La première séquence, la rencontre d’une jeune fille avec son futur petit copain avec une soirée techno comme contexte, est immersive, originale, crédible, réaliste et réussie. De plus, elle représente bien la scène électronique française pour le peu qu’elle dure. « Paris est à nous » débute donc sous les meilleurs auspices avec ce début d’idylle. Tant mieux c’est le centre névralgique de ce film au tournage si particulier. En effet, le film a été financé sur la base du crowfunding, a bénéficié d’un tournage sauvage et le scénario a été écrit au fur et à mesure. La note d’intention était de prendre le pouls de Paris et de sa jeunesse à l’heure des attentats et d’un monde qui s’écroule, habité par une nouvelle génération sans repères et sans espoir. Ce processus de tournage singulier se ressent pour le meilleur au début mais surtout le pire, plus le film avance.
La première demi-heure on trouve les images belles et poétiques, la réalisatrice Elizabeth Vogler a un don certain pour filmer, c’est indéniable. Mais c’est peut-être parfois un peu trop chichiteux et esthétisant, « Paris est à nous » finissant par plus ressembler à un clip ou une pub haute couture qu’à un film, surtout que le scénario est plus léger qu’une plume. Mais bon, c’est beau alors on tient. Il y a, toutes proportions gardées, une forte inspiration des dernières œuvres de Terence Malick dans cette errance sans véritable marqueur de temps où passé et présent (et futur peut-être) s’entremêlent. Le montage erratique, la propension à filmer la nature et les paysages et la voix off renforce cette impression. L’éventuel hommage finit par se transformer en océan de clichés et les flashbacks incessants usent. Surtout que cette romance dispense ses logorrhées verbales fleur bleue à un rythme soutenu mais agaçant à force. Ce qui semblait pertinent devient fatigant. Paris est bien filmé même si on a déjà vu mieux. Cette radiographie d’une ville en proie au changement et d’un couple qui se délite intrigue au début puis finit par nous perdre tout comme le film en lui-même et son héroïne.

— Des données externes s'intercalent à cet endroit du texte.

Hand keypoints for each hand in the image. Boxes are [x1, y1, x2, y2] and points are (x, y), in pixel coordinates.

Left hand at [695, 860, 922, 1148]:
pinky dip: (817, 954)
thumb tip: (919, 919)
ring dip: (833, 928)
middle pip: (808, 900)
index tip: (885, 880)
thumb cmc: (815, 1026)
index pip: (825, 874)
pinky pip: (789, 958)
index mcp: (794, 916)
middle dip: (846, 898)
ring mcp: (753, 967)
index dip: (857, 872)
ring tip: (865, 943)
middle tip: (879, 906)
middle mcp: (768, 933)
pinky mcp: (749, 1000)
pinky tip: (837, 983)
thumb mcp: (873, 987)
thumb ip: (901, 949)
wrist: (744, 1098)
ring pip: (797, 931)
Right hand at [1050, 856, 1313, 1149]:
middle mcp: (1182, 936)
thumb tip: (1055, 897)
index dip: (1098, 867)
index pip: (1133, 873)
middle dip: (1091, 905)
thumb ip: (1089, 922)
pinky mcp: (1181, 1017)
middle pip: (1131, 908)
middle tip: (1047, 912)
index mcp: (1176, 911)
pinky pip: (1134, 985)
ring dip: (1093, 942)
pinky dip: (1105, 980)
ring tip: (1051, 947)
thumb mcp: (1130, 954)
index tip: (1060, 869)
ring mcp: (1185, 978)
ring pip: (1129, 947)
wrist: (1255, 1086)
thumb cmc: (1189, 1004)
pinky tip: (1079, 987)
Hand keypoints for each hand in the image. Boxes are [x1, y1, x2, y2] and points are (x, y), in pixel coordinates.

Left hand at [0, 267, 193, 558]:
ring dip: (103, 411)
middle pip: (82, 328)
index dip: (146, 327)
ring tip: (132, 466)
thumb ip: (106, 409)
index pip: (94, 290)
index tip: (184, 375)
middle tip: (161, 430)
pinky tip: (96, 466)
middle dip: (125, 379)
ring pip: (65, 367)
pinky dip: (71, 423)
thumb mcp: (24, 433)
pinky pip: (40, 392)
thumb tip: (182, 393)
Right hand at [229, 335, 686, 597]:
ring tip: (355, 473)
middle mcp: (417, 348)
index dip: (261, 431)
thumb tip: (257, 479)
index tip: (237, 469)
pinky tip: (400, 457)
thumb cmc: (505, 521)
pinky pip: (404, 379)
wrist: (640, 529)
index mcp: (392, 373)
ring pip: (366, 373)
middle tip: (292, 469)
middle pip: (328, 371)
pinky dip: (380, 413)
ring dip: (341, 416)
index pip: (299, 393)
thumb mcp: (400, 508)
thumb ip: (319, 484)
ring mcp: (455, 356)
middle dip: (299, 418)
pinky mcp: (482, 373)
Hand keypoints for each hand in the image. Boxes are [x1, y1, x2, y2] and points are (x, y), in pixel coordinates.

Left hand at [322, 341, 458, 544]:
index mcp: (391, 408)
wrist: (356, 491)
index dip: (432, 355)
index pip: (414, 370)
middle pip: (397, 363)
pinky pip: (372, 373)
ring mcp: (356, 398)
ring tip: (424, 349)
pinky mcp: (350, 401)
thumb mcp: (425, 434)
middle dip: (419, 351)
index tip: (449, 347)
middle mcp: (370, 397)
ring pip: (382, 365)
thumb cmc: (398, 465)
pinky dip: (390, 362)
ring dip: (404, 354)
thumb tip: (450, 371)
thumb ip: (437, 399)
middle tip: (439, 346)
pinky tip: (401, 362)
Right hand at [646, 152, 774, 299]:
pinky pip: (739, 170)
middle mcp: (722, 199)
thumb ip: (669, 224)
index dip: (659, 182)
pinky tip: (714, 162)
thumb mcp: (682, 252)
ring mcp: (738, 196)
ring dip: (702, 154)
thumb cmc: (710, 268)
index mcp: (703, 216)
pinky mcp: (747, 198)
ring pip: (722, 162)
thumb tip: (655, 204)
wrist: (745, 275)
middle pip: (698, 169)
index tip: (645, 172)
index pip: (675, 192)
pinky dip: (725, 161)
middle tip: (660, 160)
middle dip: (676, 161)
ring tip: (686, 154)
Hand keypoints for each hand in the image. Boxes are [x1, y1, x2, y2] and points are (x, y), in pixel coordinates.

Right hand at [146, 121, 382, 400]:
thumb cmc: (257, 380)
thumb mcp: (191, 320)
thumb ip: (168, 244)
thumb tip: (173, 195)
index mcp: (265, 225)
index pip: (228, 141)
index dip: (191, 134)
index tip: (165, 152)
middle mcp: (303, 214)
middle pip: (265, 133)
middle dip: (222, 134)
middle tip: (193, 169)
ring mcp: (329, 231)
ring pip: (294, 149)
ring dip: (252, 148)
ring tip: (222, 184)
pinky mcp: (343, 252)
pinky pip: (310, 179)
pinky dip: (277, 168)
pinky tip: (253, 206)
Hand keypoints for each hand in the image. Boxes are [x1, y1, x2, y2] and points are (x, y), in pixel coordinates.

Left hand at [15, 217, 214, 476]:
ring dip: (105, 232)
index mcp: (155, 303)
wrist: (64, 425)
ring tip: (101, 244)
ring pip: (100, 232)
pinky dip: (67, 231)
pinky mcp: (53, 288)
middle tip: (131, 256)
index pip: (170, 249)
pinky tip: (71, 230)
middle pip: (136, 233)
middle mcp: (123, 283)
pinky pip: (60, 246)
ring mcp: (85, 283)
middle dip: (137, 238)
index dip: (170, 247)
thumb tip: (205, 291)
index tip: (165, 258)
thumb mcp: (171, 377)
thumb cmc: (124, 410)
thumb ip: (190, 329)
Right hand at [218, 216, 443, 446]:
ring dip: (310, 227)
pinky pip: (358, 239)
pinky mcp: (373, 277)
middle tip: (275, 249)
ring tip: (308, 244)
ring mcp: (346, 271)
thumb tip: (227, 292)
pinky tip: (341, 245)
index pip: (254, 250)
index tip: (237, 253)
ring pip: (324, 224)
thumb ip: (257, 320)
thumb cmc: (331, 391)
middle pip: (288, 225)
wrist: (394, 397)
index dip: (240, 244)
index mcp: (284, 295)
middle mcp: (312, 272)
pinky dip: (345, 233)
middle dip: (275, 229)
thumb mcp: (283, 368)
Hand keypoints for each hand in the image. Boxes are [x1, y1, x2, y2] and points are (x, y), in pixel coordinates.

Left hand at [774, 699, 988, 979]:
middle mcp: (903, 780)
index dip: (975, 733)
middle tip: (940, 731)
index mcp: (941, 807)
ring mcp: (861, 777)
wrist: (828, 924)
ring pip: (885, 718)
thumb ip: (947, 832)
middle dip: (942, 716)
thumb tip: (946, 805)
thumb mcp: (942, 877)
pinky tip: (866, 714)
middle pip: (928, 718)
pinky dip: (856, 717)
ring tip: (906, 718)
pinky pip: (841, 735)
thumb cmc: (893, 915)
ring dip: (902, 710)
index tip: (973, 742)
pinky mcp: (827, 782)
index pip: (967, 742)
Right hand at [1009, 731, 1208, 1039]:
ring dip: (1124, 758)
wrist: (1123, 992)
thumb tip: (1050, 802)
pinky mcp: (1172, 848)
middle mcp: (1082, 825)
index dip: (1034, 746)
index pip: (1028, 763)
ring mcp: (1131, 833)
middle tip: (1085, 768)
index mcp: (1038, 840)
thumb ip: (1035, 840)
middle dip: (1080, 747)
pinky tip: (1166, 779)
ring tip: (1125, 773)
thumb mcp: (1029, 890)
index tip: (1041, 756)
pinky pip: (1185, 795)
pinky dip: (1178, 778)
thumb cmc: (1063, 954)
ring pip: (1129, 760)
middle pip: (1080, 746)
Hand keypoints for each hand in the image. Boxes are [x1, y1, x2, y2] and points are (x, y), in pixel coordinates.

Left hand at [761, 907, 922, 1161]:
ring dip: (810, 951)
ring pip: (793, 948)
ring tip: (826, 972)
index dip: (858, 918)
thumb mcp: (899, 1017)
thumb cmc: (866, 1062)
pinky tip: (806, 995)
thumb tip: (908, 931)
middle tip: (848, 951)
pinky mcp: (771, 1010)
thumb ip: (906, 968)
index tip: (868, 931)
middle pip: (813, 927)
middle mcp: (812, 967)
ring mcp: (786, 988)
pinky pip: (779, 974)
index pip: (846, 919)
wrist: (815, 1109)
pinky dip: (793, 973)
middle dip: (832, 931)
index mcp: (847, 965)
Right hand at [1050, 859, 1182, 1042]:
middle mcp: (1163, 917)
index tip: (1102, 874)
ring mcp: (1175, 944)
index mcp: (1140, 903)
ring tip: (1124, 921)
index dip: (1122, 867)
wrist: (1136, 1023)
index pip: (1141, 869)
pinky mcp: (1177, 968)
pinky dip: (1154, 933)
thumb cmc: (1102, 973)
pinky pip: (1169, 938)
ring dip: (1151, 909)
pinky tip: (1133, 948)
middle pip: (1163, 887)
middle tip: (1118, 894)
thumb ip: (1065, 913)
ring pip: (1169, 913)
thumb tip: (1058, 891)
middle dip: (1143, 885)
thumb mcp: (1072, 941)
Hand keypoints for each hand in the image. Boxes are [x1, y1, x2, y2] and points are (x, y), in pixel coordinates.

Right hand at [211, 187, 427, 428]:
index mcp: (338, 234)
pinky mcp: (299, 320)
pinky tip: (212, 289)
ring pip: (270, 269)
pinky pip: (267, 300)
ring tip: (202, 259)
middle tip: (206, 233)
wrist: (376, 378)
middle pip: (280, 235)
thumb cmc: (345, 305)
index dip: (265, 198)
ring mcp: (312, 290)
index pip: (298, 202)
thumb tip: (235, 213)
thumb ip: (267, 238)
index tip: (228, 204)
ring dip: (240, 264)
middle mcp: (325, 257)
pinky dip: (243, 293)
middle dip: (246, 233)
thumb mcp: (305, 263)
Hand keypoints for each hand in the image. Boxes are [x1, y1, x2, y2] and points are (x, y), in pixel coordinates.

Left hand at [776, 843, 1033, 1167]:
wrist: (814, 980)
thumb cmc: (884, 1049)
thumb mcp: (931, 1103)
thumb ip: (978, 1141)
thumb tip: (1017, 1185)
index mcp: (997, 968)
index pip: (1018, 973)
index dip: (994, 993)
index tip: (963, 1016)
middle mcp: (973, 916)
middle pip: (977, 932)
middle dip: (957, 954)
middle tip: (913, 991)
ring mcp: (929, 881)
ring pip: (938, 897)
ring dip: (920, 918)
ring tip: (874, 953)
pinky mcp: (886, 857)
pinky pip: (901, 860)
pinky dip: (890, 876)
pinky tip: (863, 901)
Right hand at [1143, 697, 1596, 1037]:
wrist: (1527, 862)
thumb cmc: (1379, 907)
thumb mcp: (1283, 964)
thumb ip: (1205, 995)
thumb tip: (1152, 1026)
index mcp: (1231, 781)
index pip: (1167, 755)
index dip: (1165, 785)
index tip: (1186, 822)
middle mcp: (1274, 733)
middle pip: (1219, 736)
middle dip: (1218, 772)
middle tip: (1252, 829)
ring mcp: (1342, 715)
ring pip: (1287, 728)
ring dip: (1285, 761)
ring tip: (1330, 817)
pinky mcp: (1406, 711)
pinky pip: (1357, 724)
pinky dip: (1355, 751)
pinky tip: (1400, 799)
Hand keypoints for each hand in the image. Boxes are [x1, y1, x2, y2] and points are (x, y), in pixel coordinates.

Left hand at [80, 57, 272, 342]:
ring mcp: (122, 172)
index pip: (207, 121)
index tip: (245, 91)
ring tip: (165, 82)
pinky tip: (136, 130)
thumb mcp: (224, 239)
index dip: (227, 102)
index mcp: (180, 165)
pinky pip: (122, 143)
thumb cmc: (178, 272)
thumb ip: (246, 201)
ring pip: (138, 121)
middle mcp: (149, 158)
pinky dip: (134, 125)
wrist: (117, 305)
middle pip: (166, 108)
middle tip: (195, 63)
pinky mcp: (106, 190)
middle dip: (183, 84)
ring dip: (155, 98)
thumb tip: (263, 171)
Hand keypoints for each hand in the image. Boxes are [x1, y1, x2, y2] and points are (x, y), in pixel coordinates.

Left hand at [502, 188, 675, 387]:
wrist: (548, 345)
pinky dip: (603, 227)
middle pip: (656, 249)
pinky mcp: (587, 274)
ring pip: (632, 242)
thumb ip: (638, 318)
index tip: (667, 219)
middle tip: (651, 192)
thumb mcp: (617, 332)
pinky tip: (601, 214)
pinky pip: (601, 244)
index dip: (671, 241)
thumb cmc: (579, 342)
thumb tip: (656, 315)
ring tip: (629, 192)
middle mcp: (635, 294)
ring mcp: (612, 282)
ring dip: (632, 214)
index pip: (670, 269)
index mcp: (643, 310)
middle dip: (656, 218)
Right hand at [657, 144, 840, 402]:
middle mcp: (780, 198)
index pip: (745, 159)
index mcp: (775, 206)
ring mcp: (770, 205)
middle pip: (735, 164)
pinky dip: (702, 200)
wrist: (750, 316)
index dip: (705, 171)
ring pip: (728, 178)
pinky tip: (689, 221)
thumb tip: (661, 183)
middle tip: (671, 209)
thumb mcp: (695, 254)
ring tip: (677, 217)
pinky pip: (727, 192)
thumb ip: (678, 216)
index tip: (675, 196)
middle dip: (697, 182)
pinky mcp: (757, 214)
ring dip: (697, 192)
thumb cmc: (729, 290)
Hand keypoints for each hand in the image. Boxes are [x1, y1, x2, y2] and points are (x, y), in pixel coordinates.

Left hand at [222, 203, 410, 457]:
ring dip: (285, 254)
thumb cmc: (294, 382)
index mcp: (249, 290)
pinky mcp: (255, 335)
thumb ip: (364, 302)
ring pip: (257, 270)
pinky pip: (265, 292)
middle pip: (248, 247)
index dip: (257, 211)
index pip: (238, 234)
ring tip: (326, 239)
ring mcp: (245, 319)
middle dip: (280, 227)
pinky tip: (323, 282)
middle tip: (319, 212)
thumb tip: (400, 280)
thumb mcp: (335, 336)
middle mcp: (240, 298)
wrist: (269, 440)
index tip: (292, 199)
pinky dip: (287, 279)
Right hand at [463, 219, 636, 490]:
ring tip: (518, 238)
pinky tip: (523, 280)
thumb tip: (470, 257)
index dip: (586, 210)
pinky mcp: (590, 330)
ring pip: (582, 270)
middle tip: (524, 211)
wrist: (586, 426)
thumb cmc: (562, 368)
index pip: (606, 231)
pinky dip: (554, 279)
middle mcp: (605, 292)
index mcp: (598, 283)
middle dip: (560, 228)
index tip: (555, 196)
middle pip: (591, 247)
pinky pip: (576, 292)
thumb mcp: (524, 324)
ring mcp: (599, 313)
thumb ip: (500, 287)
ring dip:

L’absence de scénario finit par anéantir toute tolérance et « Paris est à nous » tourne en rond pour finir par ne plus raconter ni exprimer grand-chose. On ressent trop le fait que le film s’écrivait au fur et à mesure et qu’il n’y a finalement que des bribes d’histoire. Finalement, il y a beaucoup de remplissage pour que le format du film rentre dans la case long-métrage et très peu de matière réellement cinématographique. Le mélange entre la vénération d’une ville mythique et cette histoire d’amour de pacotille ne prend plus. Le côté évanescent et quelque peu envoûtant du début disparaît complètement pour devenir assommant et le dernier quart d’heure est interminable, juste un joli livre d’images complètement vide. Toute la volonté de l’actrice principale (plutôt bonne) n’y fait rien et Volger nous perd et finit par nous ennuyer avec cet objet singulier mais vain et laborieux. Un film dans l’air du temps en proie aux questionnements de la jeunesse et qui se veut « in » mais qui deviendra vite ringard et oublié, même s’il respire l’envie d’un cinéma différent.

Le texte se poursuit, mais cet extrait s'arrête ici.